Moby (falsetto) (01:36:19):
Yeah. It's just my new voice. No.
Lindsay (01:36:22):
Oh, thank
Moby (01:36:22):
God. So
Moby (falsetto) (01:36:24):
<laugh>.
Moby (01:36:25):
So, but my story is like a lot of people who grew up in the suburbs have my same story, whereas Renee's of like the country Western singing alcoholic cattle, rancher becoming a Daoist vegan, like she's the only person I know who has that story.
Lindsay (01:36:40):
It's very unique. I wish it was less unique. I hope that Renee can serve as at least a reminder that you can change your life and make your life better and more beautiful at literally any point. And things could get real cool if you
Moby (01:36:55):
Do. Yeah. And one thing, for example, in the Rowdy Girl movie, as directed by our friend Jason Goldman, one thing that really surprised me in that movie is when she interacts with her neighbors. Mm-Hmm. <affirmative>. Like, 'cause the fellow Texans, these are ranchers, these are tough guys. They're so thoughtful and sensitive. Yeah. Just that reminder that things are not monolithic. Yeah, sure. There are those people who occupy their stereotype, but then everybody else is sort of more on a spectrum.
Lindsay (01:37:26):
I think it's also, it's very easy for people that aren't familiar with the space to generalize, but because I'm from there, I know that even people who their life is killing animals, they will also treat you like a king and take care of you and be the most hospitable, sweet, funny, charming people Yeah. On the planet. You know, because
Moby (01:37:44):
There is, I mean, we live in a country and world that is so polarized, and especially social media and media in general seems to sort of like treat the opposition like this one dimensional, monolithic thing. Yeah. And just being reminded like there's nuance and subtlety to everyone.
Lindsay (01:38:01):
Yeah. I think that evil has won a little bit if you make too many assumptions about who people are without knowing them.
Moby (01:38:06):
A hundred percent.
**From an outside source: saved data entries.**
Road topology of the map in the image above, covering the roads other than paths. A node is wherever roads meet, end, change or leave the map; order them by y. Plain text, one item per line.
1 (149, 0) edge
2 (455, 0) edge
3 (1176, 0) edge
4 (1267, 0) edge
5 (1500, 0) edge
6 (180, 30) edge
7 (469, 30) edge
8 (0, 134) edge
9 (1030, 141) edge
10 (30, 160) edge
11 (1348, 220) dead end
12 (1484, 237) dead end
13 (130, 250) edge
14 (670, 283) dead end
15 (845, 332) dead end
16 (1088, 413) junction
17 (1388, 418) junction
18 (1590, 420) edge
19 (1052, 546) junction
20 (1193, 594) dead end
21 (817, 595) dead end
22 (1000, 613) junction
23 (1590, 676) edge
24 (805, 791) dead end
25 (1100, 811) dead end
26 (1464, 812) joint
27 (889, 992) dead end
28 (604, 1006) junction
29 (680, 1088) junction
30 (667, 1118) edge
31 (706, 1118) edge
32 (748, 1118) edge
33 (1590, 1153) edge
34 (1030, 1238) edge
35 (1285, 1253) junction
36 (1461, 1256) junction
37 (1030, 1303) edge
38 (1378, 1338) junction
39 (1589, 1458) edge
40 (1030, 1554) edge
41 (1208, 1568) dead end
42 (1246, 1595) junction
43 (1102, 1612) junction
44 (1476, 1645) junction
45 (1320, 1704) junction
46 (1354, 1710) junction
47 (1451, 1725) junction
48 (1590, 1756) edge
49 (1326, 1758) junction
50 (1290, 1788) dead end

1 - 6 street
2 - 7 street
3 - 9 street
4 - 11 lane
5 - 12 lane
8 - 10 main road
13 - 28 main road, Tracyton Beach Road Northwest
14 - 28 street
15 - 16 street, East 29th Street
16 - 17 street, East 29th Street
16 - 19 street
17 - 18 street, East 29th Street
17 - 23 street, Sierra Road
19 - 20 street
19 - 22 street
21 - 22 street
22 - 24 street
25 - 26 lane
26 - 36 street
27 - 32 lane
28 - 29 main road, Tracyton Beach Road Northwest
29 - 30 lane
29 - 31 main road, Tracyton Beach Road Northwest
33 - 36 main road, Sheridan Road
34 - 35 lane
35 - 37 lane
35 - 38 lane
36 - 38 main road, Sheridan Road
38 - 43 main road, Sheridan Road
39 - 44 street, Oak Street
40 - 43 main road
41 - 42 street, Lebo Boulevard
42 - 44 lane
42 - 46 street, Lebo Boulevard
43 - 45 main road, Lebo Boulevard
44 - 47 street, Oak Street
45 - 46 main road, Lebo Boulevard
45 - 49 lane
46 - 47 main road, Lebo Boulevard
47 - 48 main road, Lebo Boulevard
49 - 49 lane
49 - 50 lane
So before we say goodbye, I just wanna remind people that in two weeks we have our incredibly special part one making of the album play episode with live acoustic versions with Lady Blackbird. Mm-Hmm. <affirmative>. And then two weeks after that, we have part two of the album play with more acoustic songs and great video. I mean, we really went out over the top, uh, making the video. Especially, we had like 20 cameras there, uh,
Lindsay (01:38:35):
Maybe a hundred.
Moby (01:38:36):
They were like a hundred cameras. And they're all the best cameras that were handmade by elves. Mm-Hmm. <affirmative>. And the glass was actually not glass, it's just crystal made out of licorice fibers, poop, and unicorn. So we have two incredibly special episodes coming up. Do you wanna say thanks and things?
Lindsay (01:38:54):
Oh, yeah. I'd love to. I would love to say thank you to Erin Stehnler who's recording the video right now. Yeah. Um, and then I wanna say thank you to Jonathan Nesvadba who edits these episodes like a masterful person. And I also wanna say thank you to Bagel who's resting gently, but who also wore a cowboy hat for a long time earlier. And that was really hard for her. And I would just like to commend her for her bravery.
Moby (01:39:16):
She's the real hero. Mm-Hmm.
Lindsay (01:39:18):
<affirmative>. And then I would also like to thank Huma Content, our dear friends there who put this podcast out into the planet for listening. And
Moby (01:39:26):
Thanks Renee, and thanks Tommy. Mm-Hmm. <affirmative>. And thanks Jason Goldman for making the movie. And,
Lindsay (01:39:31):
And thanks cows. Thanks cows for being cute and having nice personalities.
Moby (01:39:35):
Yep. And being incredibly wise and stable. Mm-Hmm.
Lindsay (01:39:39):
<affirmative>. Okay. May we all be so wise and stable
Moby (01:39:41):
And thank you to whoever made these vegan cowboy hats that were continuing to wear <laugh>. And I feel like cut back to us five hours from now. It's like, why is my head sweating so much? Oh, it's, um,
Lindsay (01:39:50):
I cannot take off hat
Moby (01:39:51):
Wearing cowboy hats like tomorrow morning or like three days from now, you're like, your cowboy hat's starting to smell. Maybe it's time to take it off and you'll
Lindsay (01:39:58):
Be like, nah.
Moby (01:39:59):
So, okay. So thanks to everybody, including cowboy hat manufacturers, making vegan cowboy hats, and we will talk to you in two weeks. Okay. Bye.